++++ Data supplied ++++
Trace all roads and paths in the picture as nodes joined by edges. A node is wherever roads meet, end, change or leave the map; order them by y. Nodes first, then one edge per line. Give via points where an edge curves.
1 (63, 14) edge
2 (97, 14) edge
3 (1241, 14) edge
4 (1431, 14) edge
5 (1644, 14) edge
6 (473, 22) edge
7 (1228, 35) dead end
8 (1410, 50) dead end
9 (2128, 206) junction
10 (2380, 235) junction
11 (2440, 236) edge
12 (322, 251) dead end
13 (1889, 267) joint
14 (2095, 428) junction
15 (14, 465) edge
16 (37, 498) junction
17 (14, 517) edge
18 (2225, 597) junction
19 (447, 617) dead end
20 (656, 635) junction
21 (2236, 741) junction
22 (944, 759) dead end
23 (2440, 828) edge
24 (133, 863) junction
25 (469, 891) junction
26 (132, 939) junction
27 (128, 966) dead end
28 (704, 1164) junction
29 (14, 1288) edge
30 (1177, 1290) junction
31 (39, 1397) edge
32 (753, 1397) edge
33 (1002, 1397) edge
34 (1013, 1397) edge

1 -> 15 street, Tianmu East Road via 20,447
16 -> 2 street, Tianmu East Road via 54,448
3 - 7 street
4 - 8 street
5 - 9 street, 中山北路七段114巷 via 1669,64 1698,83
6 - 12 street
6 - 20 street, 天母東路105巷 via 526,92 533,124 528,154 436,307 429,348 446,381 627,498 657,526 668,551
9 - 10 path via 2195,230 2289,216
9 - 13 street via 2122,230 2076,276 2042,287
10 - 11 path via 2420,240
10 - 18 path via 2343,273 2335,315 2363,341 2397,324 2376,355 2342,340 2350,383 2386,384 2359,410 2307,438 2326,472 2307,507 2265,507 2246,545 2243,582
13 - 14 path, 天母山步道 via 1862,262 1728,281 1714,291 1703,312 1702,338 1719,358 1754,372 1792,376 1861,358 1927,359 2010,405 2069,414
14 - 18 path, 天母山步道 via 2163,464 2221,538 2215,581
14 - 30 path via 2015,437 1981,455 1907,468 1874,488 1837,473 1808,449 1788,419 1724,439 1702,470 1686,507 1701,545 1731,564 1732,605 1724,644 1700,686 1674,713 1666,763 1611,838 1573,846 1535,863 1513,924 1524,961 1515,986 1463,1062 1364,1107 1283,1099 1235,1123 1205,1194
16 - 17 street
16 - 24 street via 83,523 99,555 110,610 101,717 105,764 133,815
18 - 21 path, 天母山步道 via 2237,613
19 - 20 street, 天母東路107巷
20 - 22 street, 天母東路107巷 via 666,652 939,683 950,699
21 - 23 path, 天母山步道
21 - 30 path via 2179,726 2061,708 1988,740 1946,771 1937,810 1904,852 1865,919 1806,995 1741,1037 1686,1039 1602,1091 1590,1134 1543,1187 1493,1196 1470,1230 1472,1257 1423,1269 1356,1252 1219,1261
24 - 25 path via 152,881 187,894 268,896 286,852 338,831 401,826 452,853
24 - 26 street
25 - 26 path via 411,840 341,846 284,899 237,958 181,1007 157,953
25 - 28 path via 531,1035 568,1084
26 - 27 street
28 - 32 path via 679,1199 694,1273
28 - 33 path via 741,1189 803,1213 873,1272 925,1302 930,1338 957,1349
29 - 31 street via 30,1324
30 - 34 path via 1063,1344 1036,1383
++++
With "天母山步道" as the word to match, copy each line of the records that has it.

Exercise response:
13 - 14 path, 天母山步道 via 1862,262 1728,281 1714,291 1703,312 1702,338 1719,358 1754,372 1792,376 1861,358 1927,359 2010,405 2069,414
14 - 18 path, 天母山步道 via 2163,464 2221,538 2215,581
18 - 21 path, 天母山步道 via 2237,613
21 - 23 path, 天母山步道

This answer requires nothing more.